Bitcoin is regaining strength by surpassing $87,000, marking its largest gain since the end of March. This increase comes in an uncertain economic context where gold and BTC align as safe-haven assets against a weakened dollar. Is a bullish breakout underway?
Bitcoin appears to be emerging from a long consolidation phase. On April 21, it crossed $87,400, its highest level since March 28, according to TradingView. This increase marks a rebound of over $3,000 in just 24 hours, after hitting a low of $84,000 the day before. Since its 2025 low, recorded on April 9 below $75,000, BTC has regained 16% of its value.
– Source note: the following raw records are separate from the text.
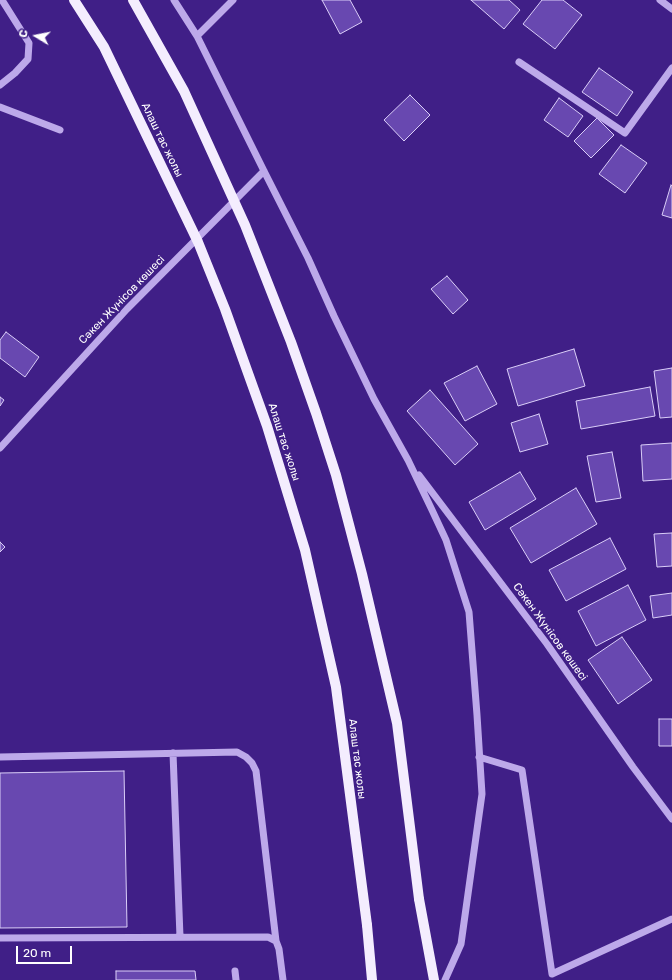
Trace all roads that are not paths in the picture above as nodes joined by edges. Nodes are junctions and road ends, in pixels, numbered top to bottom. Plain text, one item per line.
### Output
1 (2, 0) edge
2 (74, 0) edge
3 (132, 0) edge
4 (174, 0) edge
5 (233, 0) edge
6 (660, 0) edge
7 (672, 9) edge
8 (197, 36) junction
9 (518, 62) dead end
10 (672, 68) edge
11 (0, 85) edge
12 (0, 107) edge
13 (60, 130) dead end
14 (264, 171) junction
15 (0, 448) edge
16 (408, 460) junction
17 (173, 753) junction
18 (0, 757) edge
19 (479, 757) junction
20 (672, 818) edge
21 (672, 919) edge
22 (180, 937) junction
23 (0, 938) edge
24 (276, 941) junction
25 (235, 970) dead end
26 (236, 980) edge
27 (283, 980) edge
28 (372, 980) edge
29 (434, 980) edge
30 (445, 980) edge

1 - 11 street
2 - 28 main road, Алаш тас жолы, bridge
3 - 29 main road, bridge
4 - 8 street
5 - 8 street
6 - 7 street
8 - 14 street
9 - 10 street
12 - 13 street
14 - 15 street, Сәкен Жүнісов көшесі
14 - 16 street
16 - 19 street
16 - 20 street, Сәкен Жүнісов көшесі
17 - 18 street
17 - 22 street
17 - 24 street
19 - 21 street
19 - 30 street
22 - 23 street
22 - 24 street
24 - 27 street
25 - 26 street

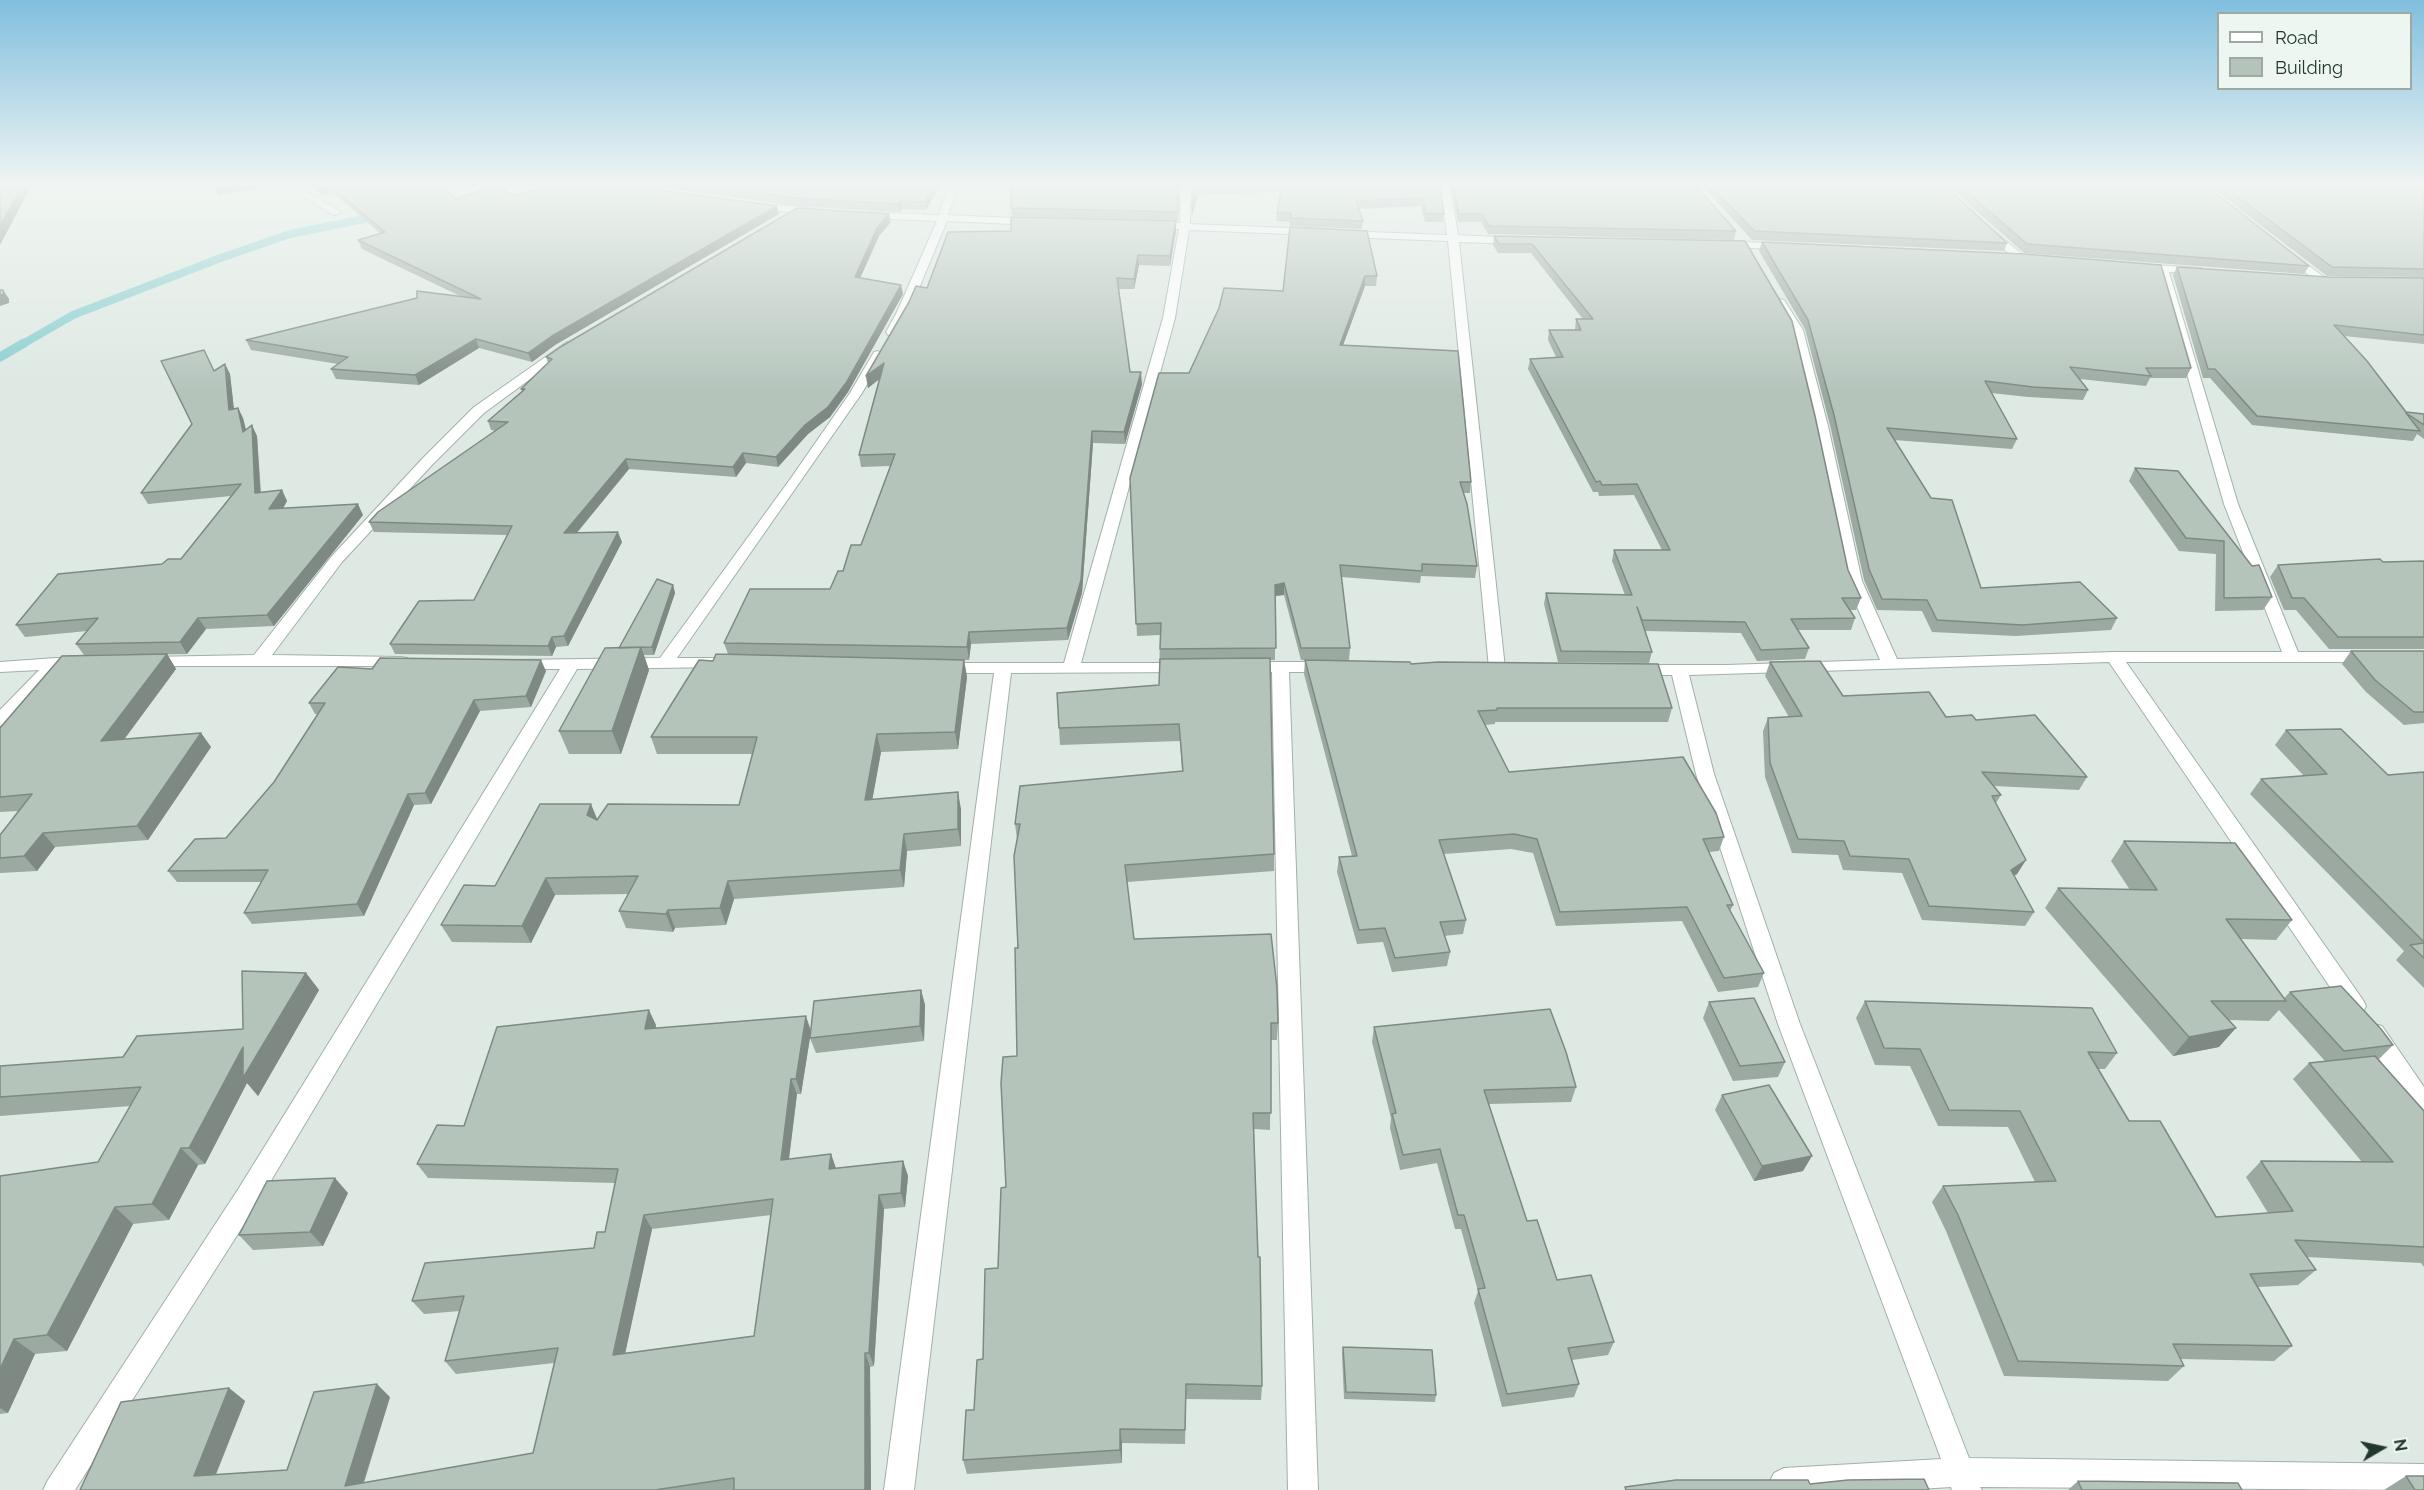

The gap with its all-time high is now reduced to 20%, signaling renewed optimism in the markets. Scott Melker, analyst known as “The Wolf Of All Streets,” pointed out that “Bitcoin is breaking upwards,” even as Nasdaq futures fall by 1%. A strong signal of decoupling.
This rally occurs amid a tense macroeconomic context. According to the Kobeissi Letter, bitcoin and gold send the same message: the weakness of the US dollar fuels uncertainty. Gold has just reached its 55th record high in one year, while BTC is beginning a similar bullish momentum. The dollar index (DXY) has dropped 10% since January 2025, due to increasing trade tensions. This decline benefits assets considered as safe havens.
On the Rekt Capital side, it was noted that bitcoin not only broke its downward trend but also successfully retested this zone as support — a first since the formation of this trend. While some anticipated a drop to $83,000 over the Easter weekend, BTC defied expectations. The trend now appears bullish.
With a return above $87,000, bitcoin confirms a bullish momentum supported by a favorable macroeconomic context. The dollar’s decline and gold’s performance strengthen its status as a safe-haven asset. The coming days will be decisive to validate this technical breakout and aim for new highs.